Exercise brief:
Below are the records. How many of their lines contain "Ashbourne"? Give only the number.
*** Listed records ***
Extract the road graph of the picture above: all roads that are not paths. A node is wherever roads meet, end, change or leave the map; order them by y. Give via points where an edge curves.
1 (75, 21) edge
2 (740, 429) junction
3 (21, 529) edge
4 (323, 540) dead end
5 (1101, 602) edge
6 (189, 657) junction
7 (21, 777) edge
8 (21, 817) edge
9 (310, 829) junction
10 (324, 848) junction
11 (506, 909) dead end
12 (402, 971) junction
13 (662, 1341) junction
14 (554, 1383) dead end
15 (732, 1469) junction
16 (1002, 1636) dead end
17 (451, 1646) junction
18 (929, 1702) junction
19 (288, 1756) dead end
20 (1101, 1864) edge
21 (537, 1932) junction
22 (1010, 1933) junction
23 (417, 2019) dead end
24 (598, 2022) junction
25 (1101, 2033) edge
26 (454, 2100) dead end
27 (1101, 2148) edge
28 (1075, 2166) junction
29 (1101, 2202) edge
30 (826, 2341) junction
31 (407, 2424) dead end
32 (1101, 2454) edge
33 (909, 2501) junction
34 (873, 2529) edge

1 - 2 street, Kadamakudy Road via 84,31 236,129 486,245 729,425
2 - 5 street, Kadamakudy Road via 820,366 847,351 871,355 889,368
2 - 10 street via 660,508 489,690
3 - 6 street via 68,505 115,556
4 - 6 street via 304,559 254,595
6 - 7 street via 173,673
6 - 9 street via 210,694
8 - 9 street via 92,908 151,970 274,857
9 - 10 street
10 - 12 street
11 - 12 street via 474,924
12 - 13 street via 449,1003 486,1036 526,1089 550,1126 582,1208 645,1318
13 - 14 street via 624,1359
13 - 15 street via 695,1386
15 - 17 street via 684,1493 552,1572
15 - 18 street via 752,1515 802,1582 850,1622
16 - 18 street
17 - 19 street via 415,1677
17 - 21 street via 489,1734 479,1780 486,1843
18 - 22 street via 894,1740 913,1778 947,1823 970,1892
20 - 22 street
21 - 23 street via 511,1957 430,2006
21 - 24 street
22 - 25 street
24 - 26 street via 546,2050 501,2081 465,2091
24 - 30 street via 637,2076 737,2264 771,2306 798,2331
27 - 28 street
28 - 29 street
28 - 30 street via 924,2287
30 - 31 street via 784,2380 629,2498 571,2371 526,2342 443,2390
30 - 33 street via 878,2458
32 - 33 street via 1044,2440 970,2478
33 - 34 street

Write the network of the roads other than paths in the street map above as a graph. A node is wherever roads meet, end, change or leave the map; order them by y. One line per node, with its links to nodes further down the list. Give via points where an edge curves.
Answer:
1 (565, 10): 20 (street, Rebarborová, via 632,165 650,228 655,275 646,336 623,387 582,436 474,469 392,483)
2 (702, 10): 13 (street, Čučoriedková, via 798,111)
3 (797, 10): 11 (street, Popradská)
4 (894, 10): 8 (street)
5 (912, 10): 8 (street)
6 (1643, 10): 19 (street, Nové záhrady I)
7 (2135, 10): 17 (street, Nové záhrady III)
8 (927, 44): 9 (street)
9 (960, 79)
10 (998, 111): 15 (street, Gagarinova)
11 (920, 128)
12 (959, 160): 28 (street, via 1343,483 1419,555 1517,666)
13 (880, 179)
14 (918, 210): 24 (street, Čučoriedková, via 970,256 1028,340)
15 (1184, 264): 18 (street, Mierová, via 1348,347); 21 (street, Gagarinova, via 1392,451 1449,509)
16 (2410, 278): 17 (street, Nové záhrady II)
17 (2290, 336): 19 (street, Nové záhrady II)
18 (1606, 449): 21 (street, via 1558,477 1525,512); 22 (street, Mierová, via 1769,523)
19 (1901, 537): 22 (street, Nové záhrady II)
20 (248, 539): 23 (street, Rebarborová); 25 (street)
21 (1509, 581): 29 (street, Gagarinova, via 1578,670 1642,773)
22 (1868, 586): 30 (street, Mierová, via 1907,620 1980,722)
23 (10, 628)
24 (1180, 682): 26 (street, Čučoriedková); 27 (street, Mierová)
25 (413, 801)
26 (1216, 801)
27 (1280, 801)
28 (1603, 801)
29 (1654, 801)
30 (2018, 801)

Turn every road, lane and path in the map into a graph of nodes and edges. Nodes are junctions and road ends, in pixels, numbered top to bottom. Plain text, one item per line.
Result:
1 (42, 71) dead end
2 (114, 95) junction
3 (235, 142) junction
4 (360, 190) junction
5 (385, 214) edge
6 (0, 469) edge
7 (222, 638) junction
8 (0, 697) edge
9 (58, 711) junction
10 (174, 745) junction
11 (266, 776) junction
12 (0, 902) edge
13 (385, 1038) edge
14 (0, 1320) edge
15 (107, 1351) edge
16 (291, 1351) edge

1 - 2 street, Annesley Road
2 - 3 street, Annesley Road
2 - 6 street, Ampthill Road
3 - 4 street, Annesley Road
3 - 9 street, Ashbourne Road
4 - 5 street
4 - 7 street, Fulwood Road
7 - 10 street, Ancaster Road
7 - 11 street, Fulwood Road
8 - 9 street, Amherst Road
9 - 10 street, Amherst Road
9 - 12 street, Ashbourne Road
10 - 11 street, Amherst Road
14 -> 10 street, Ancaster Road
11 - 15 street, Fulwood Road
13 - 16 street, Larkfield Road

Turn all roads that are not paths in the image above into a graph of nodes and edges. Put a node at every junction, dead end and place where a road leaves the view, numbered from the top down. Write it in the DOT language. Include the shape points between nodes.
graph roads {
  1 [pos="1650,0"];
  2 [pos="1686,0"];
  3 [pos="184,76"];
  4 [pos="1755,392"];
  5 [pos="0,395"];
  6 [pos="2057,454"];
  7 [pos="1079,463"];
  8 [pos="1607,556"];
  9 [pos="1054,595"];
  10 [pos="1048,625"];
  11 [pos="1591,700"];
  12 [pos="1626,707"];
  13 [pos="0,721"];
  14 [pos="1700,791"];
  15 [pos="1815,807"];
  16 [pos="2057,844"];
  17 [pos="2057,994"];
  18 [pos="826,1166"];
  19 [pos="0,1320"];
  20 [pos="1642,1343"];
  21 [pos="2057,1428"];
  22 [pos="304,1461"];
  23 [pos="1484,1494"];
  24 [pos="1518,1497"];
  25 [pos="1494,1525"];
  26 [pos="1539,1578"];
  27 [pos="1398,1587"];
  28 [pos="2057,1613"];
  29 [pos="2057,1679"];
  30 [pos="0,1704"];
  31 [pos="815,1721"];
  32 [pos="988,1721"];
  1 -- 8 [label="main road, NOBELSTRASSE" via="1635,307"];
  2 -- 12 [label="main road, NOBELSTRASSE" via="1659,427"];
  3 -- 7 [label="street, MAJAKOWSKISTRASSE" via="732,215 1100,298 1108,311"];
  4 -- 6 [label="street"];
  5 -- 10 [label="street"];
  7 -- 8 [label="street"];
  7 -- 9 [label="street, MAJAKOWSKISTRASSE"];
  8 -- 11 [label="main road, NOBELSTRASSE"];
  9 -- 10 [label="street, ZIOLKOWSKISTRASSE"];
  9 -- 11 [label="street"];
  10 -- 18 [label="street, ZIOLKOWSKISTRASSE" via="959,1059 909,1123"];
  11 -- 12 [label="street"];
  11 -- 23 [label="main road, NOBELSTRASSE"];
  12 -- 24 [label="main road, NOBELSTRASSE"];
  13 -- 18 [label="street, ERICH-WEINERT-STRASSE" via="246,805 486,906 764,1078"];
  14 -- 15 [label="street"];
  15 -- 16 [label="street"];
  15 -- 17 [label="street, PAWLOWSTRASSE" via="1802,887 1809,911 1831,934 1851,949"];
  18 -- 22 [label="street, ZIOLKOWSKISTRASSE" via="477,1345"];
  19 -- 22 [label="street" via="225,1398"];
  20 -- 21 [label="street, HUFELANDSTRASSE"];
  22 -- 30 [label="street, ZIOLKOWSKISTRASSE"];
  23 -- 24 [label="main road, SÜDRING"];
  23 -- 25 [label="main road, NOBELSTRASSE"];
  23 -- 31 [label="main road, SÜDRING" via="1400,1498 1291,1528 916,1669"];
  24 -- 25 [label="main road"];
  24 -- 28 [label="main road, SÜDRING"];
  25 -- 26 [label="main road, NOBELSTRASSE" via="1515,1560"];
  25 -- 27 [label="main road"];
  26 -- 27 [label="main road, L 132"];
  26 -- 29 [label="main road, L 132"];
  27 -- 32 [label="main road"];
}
*** End of Listed records ***
Expected answer:
2